## To do
Every line containing the string "scale" should be returned from the records.

Dataset entries below:

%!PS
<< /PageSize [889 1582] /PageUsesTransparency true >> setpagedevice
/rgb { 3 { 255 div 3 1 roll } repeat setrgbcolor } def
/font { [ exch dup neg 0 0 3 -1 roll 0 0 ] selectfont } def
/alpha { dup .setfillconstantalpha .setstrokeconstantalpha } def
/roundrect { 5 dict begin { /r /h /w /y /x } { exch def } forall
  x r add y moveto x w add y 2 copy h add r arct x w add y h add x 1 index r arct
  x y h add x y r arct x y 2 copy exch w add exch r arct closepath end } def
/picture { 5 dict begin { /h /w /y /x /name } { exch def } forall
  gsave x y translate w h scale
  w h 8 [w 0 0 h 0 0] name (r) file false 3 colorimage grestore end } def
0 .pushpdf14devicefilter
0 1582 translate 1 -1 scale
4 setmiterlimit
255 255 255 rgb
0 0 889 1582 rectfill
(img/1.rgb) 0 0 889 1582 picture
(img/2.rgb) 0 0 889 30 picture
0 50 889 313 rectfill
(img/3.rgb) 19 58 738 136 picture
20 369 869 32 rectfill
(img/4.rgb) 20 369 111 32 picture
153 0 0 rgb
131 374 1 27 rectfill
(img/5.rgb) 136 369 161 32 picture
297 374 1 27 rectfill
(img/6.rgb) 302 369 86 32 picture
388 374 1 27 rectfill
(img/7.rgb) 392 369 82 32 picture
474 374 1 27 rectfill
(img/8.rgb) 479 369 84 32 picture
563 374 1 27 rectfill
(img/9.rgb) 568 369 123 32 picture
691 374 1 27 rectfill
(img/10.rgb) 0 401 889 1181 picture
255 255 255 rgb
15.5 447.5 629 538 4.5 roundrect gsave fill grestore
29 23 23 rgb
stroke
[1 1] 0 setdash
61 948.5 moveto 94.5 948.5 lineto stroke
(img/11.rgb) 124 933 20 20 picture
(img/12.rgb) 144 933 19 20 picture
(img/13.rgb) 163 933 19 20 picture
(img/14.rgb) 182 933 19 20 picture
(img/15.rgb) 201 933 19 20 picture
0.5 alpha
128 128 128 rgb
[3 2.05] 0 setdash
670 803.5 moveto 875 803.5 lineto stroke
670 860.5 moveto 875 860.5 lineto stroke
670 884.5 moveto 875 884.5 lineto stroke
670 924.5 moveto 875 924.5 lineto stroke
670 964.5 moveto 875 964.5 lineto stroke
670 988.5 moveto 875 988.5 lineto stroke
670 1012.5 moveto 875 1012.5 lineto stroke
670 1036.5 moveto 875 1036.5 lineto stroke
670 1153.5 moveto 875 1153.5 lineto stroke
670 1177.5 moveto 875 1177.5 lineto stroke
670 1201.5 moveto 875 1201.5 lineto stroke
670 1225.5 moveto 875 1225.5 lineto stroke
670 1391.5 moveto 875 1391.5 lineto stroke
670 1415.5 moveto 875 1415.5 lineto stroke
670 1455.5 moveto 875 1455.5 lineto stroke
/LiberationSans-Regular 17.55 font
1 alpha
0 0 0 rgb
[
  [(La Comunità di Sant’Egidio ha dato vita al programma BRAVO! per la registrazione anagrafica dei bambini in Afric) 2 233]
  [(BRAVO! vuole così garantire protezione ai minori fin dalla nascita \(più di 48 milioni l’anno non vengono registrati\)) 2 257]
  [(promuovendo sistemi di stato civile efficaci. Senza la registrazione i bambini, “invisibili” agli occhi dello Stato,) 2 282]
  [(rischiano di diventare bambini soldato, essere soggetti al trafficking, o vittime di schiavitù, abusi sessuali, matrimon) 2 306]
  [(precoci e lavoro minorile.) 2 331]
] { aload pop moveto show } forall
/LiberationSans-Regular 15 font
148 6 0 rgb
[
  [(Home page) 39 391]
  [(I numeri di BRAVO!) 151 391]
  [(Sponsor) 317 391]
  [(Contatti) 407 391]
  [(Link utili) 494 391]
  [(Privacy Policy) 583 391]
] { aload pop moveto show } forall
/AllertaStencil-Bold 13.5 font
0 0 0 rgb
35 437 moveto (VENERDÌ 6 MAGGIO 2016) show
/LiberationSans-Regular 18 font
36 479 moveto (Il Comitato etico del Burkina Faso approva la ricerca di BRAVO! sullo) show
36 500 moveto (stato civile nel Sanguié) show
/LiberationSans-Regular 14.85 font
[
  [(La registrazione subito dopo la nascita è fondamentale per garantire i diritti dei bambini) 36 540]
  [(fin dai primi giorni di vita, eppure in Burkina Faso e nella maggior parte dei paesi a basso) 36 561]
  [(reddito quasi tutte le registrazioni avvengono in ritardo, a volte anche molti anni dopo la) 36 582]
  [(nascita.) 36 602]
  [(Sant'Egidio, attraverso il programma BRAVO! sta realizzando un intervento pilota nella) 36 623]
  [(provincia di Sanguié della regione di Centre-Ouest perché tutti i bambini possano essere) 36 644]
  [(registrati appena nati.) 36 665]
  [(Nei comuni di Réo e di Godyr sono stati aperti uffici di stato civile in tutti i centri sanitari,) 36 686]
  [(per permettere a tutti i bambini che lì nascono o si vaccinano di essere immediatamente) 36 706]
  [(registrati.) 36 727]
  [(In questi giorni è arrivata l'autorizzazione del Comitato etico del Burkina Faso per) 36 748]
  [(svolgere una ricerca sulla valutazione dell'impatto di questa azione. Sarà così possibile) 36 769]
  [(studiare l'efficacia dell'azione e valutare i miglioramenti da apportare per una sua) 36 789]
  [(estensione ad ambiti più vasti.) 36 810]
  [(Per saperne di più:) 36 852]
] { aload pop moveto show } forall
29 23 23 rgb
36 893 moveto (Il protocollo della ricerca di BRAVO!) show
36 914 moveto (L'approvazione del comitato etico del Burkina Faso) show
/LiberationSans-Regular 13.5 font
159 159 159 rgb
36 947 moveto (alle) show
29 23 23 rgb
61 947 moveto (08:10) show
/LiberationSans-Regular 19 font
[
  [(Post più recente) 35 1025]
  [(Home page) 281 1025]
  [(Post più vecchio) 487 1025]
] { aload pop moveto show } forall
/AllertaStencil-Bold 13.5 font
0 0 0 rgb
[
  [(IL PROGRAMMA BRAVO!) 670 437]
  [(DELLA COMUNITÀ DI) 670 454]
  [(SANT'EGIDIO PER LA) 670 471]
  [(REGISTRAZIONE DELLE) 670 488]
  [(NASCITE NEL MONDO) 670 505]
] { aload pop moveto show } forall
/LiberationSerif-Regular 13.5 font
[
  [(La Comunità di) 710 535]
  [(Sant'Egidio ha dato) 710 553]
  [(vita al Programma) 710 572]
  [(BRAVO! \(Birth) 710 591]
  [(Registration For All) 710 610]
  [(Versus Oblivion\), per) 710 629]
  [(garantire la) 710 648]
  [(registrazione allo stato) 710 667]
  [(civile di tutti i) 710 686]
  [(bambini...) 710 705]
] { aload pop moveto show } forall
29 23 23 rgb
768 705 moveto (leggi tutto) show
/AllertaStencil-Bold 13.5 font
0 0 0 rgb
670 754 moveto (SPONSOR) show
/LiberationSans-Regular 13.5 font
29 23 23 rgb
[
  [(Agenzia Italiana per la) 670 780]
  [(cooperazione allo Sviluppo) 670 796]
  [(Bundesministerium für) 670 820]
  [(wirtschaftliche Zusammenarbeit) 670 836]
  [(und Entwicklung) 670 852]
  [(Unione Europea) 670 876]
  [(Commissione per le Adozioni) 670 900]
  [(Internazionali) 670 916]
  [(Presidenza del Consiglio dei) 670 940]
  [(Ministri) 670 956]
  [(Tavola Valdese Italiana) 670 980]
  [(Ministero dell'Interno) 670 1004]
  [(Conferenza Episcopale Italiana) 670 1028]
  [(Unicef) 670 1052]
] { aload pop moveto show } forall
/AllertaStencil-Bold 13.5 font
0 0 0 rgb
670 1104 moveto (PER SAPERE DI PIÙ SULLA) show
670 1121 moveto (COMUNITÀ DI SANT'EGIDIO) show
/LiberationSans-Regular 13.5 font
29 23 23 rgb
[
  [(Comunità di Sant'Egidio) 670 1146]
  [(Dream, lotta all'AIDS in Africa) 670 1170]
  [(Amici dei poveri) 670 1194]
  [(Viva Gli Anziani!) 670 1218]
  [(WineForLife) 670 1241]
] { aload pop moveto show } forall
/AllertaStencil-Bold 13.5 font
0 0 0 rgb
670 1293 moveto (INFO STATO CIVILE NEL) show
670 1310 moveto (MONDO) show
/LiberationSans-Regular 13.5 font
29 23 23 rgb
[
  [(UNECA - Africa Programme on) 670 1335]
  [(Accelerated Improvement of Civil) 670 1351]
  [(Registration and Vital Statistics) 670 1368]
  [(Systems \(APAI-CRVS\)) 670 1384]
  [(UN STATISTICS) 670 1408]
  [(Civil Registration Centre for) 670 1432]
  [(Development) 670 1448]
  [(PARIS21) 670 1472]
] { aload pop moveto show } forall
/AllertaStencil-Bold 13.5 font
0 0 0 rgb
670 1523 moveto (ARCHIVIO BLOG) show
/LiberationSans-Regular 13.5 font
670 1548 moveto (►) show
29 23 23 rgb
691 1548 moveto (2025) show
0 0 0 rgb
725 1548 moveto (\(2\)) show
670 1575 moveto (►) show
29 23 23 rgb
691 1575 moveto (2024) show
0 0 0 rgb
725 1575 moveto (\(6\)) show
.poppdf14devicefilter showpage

End of Dataset entries.

## Response to this exercise
  gsave x y translate w h scale
0 1582 translate 1 -1 scale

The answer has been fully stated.